Business is impressively intuitive. You buy work stations, shelves to display things on, and decorations to entince, and simply make whatever you want to sell. Those freelance mooks are among the many passers by who... pass by your shop every day, sometimes wandering in, and sometimes thinking aloud about what items they need. In between making sales, startling shoplifters, and smelting leather into bows you can step out and solicit people directly. There's a real sense that they're browsing, so you're free to build a varied inventory, or specialise, or play reactively based on the customers' thought bubbles.
The combat parts are fine too - you walk about unsafe areas replete with treasure chests, trees and ore seams, and hopefully your associates have bought some decent gear from you to keep the human filth off your case.
I like it.
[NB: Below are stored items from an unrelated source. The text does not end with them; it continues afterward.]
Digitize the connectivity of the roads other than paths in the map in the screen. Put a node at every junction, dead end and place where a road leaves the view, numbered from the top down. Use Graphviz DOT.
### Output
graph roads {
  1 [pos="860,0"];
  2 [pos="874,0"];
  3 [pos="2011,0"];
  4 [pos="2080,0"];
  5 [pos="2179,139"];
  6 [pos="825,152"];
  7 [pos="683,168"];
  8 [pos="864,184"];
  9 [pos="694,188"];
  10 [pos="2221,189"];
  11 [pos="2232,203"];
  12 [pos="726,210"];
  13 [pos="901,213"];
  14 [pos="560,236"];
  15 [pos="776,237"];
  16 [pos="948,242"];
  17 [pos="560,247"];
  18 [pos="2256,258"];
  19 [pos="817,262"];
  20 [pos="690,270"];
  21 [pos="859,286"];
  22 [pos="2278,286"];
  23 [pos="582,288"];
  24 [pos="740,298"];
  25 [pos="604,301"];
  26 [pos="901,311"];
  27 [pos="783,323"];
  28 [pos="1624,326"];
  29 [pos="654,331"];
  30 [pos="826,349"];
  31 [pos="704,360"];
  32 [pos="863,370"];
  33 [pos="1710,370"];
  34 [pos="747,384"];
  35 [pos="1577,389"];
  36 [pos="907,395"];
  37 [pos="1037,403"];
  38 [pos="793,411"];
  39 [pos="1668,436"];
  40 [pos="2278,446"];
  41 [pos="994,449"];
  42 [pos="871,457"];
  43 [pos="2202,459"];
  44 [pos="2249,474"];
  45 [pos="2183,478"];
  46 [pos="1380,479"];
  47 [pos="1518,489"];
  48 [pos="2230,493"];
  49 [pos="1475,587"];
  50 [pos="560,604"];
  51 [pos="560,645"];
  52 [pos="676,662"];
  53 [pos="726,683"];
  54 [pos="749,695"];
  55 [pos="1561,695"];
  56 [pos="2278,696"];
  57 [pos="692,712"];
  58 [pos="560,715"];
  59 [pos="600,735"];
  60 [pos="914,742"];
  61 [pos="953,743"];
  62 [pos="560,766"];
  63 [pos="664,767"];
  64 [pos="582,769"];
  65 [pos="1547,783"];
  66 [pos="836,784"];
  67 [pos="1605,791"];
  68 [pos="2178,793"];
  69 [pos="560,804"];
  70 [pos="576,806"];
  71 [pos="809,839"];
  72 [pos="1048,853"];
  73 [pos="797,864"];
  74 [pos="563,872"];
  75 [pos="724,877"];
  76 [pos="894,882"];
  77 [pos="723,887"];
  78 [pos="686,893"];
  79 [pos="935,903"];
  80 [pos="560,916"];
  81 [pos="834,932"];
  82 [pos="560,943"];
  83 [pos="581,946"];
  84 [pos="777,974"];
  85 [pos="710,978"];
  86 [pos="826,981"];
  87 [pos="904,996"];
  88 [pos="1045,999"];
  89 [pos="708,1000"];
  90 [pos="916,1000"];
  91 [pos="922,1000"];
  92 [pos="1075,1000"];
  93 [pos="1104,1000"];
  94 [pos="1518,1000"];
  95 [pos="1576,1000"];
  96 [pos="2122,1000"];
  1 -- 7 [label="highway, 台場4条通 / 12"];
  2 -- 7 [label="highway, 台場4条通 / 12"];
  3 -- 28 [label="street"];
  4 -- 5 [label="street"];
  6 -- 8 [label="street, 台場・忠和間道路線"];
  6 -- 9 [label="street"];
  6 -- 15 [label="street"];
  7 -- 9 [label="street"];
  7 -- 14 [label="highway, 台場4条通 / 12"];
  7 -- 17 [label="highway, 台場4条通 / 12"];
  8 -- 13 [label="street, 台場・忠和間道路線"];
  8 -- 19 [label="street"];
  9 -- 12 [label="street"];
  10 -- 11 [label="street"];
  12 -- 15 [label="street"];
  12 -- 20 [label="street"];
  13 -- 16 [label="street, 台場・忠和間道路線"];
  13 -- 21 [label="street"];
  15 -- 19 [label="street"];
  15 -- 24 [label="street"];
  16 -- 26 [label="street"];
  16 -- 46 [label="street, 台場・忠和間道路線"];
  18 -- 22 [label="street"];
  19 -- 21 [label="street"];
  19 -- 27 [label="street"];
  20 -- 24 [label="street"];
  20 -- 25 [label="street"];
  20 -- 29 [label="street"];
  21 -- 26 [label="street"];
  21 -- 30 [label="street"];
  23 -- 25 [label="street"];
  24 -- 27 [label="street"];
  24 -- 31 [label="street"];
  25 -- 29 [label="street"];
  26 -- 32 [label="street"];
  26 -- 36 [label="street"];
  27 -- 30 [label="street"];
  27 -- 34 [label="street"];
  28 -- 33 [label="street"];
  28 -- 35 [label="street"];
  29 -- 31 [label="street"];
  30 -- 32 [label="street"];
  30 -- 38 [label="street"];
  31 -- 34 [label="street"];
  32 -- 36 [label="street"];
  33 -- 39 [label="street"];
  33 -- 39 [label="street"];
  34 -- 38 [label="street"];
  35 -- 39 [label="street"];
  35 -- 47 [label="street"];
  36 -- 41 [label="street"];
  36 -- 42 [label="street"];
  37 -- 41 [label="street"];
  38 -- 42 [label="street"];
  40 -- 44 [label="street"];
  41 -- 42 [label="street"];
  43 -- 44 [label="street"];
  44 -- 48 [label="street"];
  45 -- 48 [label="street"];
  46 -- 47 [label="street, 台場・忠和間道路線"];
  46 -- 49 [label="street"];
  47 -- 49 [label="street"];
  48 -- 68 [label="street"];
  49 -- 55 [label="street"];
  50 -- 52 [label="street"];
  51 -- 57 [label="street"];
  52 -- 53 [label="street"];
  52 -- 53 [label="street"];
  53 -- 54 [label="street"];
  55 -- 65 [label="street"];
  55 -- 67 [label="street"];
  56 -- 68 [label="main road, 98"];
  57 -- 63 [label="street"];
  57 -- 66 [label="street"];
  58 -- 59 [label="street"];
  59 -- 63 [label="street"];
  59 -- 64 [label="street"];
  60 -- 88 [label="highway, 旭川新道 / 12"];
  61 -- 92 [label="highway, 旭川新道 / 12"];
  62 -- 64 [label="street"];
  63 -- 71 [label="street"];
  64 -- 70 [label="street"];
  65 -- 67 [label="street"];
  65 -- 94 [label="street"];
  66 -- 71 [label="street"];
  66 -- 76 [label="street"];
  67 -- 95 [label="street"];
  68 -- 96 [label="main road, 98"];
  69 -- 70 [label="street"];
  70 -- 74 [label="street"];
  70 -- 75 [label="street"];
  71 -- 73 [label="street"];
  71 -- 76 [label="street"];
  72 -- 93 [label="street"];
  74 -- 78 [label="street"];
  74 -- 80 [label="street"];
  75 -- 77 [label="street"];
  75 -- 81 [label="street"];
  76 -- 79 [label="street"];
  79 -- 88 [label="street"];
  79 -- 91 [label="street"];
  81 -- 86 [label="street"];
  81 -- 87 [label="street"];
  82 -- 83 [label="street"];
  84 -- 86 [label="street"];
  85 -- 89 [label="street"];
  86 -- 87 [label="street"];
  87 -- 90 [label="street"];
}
It doesn't look much and there's some grind (it feels unfair to even call it that, since the whole point of a shop demands repetition), but it's a surprisingly solid shopkeeping sim. It doesn't lean too hard into the "ha ha we are the evil side" thing either, which is oddly refreshing.
£15.49 / 16.79€ / $19.99, Early Access
In my eternal drive to alienate you all, I'm denouncing yet another genre as Ungood. This time it's the 'clicker', a brew normally distilled from pure essence of grinder's remorse. Time Warpers combines the ever-increasing numbers with the dodging and mayhem of a crowd management FPS, and the result is... pretty fun actually. You advance through maps one section at a time, clearing out waves of blocky insects and occasional behemoths to grind for gold to upgrade your guns, drone and turret, and repeat until each section is clear and the boss is dead. Or indefinitely, as you can keep spawning waves for as long as you like.
The shooting is unremarkable, with your single gun pewing out recharging energy shots or spraying mini rockets at such volume that the physical thrill of shooting takes a distant back seat to the urge to clean up and get strong enough to take out the big lad at the end.
The controls are fine, although activating the special attacks (mostly labour savers like the spread shot, or auto-fire that temporarily causes your gun to fire automatically when pointed at nasties) has an inexplicable power button to press first, and the monster variety is on the thin side. As is typical of the genre, the early stages take the most manual clicking and waiting to recharge (at least livened up by having to flee for a bit), but you soon upgrade to a near-constant stream of gunfire and precious gold.
I can't help but feel like there ought to be more guns though, rather than just alternative fire modes.
Pick of the week: I really like Goblin's Shop. I'm honestly thrown by how much I like it. But The Other Half wins out for being both a polished, well balanced action game and a compelling story.
Foreshadowing is a deceptively difficult element to master. Balancing plot twists and messing with a player's expectations without simply frustrating or misleading them, let alone being smug or hostile is a hell of a tall order, and most games would either fail or not even try. The Other Half bites off exactly as much as it can chew, and thoughtfully sprays crumbs across the, er, the table.
Look, that might have got away from me but I don't want to spoil the plot, alright? It'd still be a decent game without it but it goes that extra mile with its thematic and emotional ambitions, and comfortably earns its place.